MENGAPA TERJADI SERTIFIKAT TANAH GANDA ?
Oleh Turiman Fachturahman Nur
Saat ini pihak pemerintah dalam hal ini BPN menjamin tidak ada lagi
sertifikat ganda tetapi dalam kenyataan masih banyak kita temui kasus-kasus
sengketa baik perdata maupun pidana. Apalagi setelah masuk ke ranah hukum,
pihak BPN sudah tidak terlibat aktif. Pertanyaan yang mendasar adalah mengapa
masih ada sertifikat ganda ? Yang pasti ada beberapa penyebab-penyebab
sertifikat ganda, baik semuanya asli maupun hanya satu saja, yang penulis
rangkum dari berbagai sumber bacaan maupun kisah nyata dihadapan “mata” serta
pengalaman penulis ketika menjadi saksi ahli.
Kasus-kasus sertifikat ganda selalu diawali dengan pendaftaran tanah,
sebagaimana kita ketahui, bahwa sistem pendaftaran tanah yang dianut di Hukum
Agraria Indonesia, UU No 5 Tahun 1960, bahwa secara yuridis normatif ada cara pendaftaran
tanah, yaitu pendaftaran tanah
sistimatik dan pendaftaran tanah
sporadik.
Kegiatan Pendaftaran Tanah untuk Pertama Kali (Opzet atau Initial Registration).
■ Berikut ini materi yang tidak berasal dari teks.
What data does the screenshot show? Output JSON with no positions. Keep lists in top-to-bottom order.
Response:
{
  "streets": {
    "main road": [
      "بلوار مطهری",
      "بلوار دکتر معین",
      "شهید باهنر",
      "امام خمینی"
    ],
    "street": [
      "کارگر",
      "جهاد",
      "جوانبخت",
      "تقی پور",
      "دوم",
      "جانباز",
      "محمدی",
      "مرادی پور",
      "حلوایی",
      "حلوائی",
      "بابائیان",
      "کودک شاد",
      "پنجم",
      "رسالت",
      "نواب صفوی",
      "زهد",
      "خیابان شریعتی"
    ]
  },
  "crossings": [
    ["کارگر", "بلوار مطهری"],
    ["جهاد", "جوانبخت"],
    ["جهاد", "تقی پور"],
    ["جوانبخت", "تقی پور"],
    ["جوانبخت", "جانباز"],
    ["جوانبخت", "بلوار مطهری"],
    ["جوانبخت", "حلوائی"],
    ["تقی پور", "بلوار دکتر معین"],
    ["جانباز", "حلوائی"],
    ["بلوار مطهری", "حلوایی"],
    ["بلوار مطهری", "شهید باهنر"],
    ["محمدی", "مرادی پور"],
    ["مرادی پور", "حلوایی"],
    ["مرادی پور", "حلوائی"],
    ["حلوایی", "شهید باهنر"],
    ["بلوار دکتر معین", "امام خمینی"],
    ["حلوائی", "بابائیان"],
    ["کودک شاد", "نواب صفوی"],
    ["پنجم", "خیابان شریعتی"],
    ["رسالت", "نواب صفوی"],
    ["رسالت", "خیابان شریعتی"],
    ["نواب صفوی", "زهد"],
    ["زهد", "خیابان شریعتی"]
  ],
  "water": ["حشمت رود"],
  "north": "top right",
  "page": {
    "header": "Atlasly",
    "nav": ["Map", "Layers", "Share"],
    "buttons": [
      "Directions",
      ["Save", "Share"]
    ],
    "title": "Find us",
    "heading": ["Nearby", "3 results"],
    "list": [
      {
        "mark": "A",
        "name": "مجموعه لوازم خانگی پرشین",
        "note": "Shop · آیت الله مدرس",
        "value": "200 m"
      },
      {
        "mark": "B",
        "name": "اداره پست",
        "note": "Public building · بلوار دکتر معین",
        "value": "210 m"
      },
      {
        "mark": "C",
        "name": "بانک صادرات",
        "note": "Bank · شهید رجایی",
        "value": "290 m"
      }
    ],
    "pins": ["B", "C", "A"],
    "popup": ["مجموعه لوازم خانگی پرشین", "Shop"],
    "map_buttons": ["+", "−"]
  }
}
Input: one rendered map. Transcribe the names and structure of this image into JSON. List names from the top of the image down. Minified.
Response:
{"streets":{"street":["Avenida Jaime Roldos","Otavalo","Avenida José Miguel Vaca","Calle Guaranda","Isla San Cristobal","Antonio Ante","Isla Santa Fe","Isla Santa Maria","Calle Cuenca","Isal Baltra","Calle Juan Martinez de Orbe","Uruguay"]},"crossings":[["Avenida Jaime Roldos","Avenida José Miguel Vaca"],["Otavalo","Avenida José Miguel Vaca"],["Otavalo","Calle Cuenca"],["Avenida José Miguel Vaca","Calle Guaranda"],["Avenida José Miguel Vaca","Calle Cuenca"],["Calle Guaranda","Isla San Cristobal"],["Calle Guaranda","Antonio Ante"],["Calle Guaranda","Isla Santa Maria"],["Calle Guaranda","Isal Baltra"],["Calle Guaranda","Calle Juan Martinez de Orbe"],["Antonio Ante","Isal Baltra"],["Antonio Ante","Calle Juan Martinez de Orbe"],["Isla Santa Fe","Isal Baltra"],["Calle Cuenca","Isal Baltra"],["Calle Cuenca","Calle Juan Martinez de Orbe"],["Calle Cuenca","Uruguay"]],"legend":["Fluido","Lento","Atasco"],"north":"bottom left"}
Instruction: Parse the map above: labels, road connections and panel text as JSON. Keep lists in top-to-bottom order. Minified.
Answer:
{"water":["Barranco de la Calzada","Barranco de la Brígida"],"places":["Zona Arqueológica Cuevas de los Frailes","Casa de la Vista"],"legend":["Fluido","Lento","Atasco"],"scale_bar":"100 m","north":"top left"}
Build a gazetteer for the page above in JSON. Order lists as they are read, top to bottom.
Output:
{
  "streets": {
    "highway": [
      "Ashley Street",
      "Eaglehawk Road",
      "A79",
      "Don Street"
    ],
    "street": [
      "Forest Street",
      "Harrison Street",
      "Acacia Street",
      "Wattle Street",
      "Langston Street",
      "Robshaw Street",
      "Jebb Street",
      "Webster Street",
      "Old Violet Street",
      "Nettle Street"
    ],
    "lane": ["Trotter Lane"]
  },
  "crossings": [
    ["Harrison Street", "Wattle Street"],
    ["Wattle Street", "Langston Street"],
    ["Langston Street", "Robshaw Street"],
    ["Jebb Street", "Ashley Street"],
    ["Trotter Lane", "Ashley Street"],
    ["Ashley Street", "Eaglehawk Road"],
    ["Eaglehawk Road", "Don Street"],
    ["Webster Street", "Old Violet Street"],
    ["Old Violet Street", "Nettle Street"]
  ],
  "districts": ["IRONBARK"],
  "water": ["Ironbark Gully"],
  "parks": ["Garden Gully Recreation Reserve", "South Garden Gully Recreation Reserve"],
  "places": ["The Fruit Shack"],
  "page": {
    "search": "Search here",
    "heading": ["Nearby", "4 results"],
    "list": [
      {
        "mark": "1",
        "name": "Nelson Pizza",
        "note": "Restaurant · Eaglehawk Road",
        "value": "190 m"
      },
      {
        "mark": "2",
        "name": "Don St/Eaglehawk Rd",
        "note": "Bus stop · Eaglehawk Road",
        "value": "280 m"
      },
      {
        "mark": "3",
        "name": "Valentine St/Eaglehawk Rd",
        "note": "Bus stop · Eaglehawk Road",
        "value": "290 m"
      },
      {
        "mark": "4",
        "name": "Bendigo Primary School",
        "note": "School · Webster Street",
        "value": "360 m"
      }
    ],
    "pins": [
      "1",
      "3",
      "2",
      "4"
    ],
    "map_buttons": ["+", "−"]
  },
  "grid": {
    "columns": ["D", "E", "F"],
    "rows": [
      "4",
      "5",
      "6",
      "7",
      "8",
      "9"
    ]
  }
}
Pendaftaran tanah pertama kali
adalah kegiatan pendaftaran tanah untuk objek tanah yang belum didaftarkan
berdasarkan Peraturan Pemerintah Nomor 10 Tahun 1961 tentang Pendaftaran Tanah
(“PP 10/1961”) atau PP 24/1997.
Pendaftaran tanah untuk pertama kali dilaksanakan melalui pendaftaran
tanah secara sistematik dan pendaftaran tanah secara sporadik. Yang dimaksud
dengan pendaftaran tanah secara sistematik adalah kegiatan pendaftaran tanah
untuk pertama kali secara serentak yang meliputi semua objek pendaftaran tanah
yang belum didaftar dalam wilayah atau bagian wilayah suatu desa/kelurahan
(Pasal 1 angka 10 PP 24/1997). Sedangkan pendaftaran tanah secara sporadik
adalah kegiatan pendaftaran tanah untuk pertama kalinya mengenai satu beberapa
objek pendaftaran tanah dalam wilayah atau bagian wilayah suatu desa/kelurahan
secara individual atau massal (Pasal 1 angka 11 PP 24/1997).
Bagaimana sistem yang berlaku dalam prosedur pedaftaran tanah baik
pendaftaran tanah sistimatik maupun pedaftaran tanah sporadik ? Terhadap dua
prosedur cara pendaftaran tanah, baik pendaftran tanah sistimatis maupun
sporadik, hukum agraria Indonesia menganut stesel negatif yang bertendensi
positif.
Untuk menjelaskan stesel negatif yang bertendensi posistif, maka perlu
dipaparkan apa sebenarnya maksud diadakan pendaftaran pertama kali. Boedi
Harsono, 1999, Hukum Agraria Indonesia, Sejarah Pembentukan
Undang-Undang Pokok Agraria, Isi dan Pelaksanaannya, Djambatan, Jakarta,
Hlm. 460). Dan pemeliharaan data pendaftaran tanah (maintenance) Maksudnya
kegiatan pendaftaran tanah untuk menyelesaikan data fisik dan data yuridis
dalam peta pendaftaran, daftar tanah, daftar nama, surat ukur, buku tanah, dan
sertifikat dengan perubahan-perubahan yang terjadi kemudian.
Seperti diketahui
bahwa pendaftaran tanah adalah bertujuan untuk memperoleh suatu bentuk
kepastian hukum dan kepastian hak bagi pemegang hak-hak atas tanah. Dengan
adanya pendaftaran tanah ini diharapkan bahwa seseorang pemegang hak atas tanah
akan merasa aman tidak ada gangguan hak yang dipunyai atas sebidang tanah.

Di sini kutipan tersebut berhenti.